6.3 Tax Fairness: The trade union movement is best placed to argue cogently in favour of tax fairness. It is clear that there has been tax larceny on a grand and organised scale, encouraged by the “regulation lite” outlook of the current UK Government.  The staggering recent report by tax specialist Richard Murphy (2) shows that the UK loses some £25-33 billions in tax avoidance by large corporate businesses and super wealthy individuals. This may be a considerable underestimate. In addition, a further £30billion pa is expended on providing tax relief on pensions for top tax band earners! Over one third of the UKs largest 700 companies pay no tax at all. A further third pay very little. The relevance of this to Northern Ireland is significant. Based on the standard anticipated share, under Barnett, this could add between £0.71 billion and £0.94 billion into Northern Ireland’s coffers.  Neither Peter Robinson nor Martin McGuinness, the DUP nor Sinn Fein, have had anything at all to say about this staggering loss of income to the local Treasury!

Why the silence?


By way of example, one of the largest companies present in Northern Ireland is Tesco’s.  We spend an estimated £1 of every £3 in groceries at Tesco’s and about £1 in every £8 of total income.  Yet Tesco’s are fit to boast that it their duty to their shareholders to bilk the Treasury to the tune of over £1 billion per annum through a network of complex financial vehicles in offshore havens! (3)


A gigantic fraud has been committed by the financial elite, with the tax burden shifted to PAYE taxpayers. The City of London was itself described by none other than the International Monetary Fund as a “tax haven”. In the Bill presented to the US Congress in 2008, Barack Obama identified 34 tax havens for the wealthy.  Nine of these are under British control (Anguilla, Bermuda, British Virgin Islands, Cayman Islands, Gibralter, Guernsey/Sark/Alderney, the Isle of Man, Jersey and the Turks and Caicos Islands).  A further 15 are former British colonies where British influence remains strong (Antigua, Bahamas, Barbados, Belize, Cook Islands, Cyprus, Dominica, Grenada, Hong Kong, Malta, Naura, St Kitts/Nevis, St Lucia, St Vincent and Singapore).

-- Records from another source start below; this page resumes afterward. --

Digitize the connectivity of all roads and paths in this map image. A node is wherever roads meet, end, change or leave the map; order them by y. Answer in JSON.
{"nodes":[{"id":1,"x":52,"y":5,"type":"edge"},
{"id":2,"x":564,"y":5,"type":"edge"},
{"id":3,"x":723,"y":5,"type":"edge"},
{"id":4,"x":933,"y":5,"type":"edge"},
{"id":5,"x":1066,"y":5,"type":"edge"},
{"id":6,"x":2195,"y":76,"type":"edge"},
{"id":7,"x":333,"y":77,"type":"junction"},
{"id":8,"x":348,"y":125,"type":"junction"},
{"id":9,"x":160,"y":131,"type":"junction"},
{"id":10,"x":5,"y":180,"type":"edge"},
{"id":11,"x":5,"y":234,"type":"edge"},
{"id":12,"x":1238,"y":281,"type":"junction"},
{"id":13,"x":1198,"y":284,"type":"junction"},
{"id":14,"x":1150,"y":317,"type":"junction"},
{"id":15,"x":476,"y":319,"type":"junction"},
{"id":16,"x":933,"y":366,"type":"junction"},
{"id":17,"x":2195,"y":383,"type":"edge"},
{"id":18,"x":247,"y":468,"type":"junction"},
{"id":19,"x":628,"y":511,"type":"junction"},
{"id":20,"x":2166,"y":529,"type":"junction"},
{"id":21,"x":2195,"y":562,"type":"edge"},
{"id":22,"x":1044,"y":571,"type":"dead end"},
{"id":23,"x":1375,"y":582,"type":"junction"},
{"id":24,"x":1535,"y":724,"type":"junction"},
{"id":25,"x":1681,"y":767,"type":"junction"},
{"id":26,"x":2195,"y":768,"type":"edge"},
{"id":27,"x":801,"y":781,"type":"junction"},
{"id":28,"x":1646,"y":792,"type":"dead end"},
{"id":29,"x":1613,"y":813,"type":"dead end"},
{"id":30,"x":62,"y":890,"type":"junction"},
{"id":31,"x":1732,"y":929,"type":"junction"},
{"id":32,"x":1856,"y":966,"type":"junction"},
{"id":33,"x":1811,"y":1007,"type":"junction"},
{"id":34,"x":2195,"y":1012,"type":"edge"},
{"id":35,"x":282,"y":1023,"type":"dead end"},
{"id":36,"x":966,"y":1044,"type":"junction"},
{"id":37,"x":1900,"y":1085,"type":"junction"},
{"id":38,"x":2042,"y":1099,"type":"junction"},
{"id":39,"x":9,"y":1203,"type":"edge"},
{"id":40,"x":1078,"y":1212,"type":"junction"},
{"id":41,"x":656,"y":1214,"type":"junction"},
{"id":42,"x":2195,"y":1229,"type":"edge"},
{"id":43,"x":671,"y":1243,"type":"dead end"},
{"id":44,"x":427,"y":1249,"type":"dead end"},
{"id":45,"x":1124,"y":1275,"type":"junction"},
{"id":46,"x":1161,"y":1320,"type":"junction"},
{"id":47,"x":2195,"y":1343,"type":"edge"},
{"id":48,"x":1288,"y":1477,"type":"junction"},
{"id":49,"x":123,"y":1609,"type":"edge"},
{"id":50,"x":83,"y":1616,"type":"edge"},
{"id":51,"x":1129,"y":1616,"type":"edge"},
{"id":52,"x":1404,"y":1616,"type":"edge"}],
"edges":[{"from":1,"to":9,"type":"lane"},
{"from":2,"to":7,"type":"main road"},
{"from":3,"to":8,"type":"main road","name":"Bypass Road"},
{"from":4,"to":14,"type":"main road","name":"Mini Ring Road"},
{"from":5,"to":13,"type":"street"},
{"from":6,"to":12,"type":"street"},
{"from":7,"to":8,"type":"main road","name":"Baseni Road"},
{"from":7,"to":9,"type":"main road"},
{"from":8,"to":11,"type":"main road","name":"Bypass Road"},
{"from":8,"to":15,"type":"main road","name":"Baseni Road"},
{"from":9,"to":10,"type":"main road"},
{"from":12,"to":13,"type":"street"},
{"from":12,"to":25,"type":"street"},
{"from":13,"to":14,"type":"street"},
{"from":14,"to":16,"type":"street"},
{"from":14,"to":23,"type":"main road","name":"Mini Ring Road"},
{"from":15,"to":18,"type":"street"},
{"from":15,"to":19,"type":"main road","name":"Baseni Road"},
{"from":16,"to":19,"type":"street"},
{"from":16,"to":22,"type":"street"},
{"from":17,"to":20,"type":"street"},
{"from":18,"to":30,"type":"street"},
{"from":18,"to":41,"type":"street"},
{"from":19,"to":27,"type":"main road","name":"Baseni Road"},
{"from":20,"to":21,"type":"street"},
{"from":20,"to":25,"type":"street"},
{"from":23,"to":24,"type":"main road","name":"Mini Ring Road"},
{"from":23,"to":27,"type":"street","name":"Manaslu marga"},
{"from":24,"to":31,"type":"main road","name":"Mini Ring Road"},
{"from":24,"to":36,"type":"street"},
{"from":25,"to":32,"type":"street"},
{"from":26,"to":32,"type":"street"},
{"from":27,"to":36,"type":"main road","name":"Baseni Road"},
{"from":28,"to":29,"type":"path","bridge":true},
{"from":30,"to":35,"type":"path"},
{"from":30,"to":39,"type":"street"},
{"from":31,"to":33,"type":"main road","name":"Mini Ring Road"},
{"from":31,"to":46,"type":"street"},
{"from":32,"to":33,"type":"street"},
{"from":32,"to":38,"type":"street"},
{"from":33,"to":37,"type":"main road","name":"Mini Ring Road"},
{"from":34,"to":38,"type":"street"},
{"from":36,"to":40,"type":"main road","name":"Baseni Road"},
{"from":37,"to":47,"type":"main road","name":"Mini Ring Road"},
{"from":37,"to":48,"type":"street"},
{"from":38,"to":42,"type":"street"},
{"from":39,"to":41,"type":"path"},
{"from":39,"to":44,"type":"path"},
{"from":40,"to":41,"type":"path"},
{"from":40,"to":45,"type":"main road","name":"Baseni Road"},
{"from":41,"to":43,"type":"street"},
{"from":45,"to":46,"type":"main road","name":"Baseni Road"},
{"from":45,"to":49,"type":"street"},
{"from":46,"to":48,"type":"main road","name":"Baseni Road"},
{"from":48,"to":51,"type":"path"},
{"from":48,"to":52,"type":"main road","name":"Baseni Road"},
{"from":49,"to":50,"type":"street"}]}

It is far from the case, as the current UK government proclaims, that the current ‘credit crunch’ is a global problem.  Its effects may be global, but the current crisis is substantially a problem of Anglo American capitalism, with the UK at the nexus of the global tax evasion problem.

The trade union movement should relentlessly make these points.


6.4 Company Law: The short term focus of Anglo-American conception of the company – on narrow shareholder gain – now requires active trade union attention.

There is now a need to legislate for a more broadly based, civilised, conception of the company in law. Traditionally, companies were invented by “companions” who banded together to share risk to perform a vital economic or other function from which they would profit. They would petition the state for a licence to practice and accept reciprocal societal obligations in return.

This classic conception of company has been debased by the narrow notion of short term shareholder return, a notion which will consider quicker routes to shareholder return than investing in people to develop a great organisation. Merger and acquisition to extend market share, tying senior management to stock market performance through share options, increased managerial opportunism and the use of performance related pay for middle and junior managers to effect cost minimisation all serve to reinforce the short term view of the company, rather than the need to invest in skills development.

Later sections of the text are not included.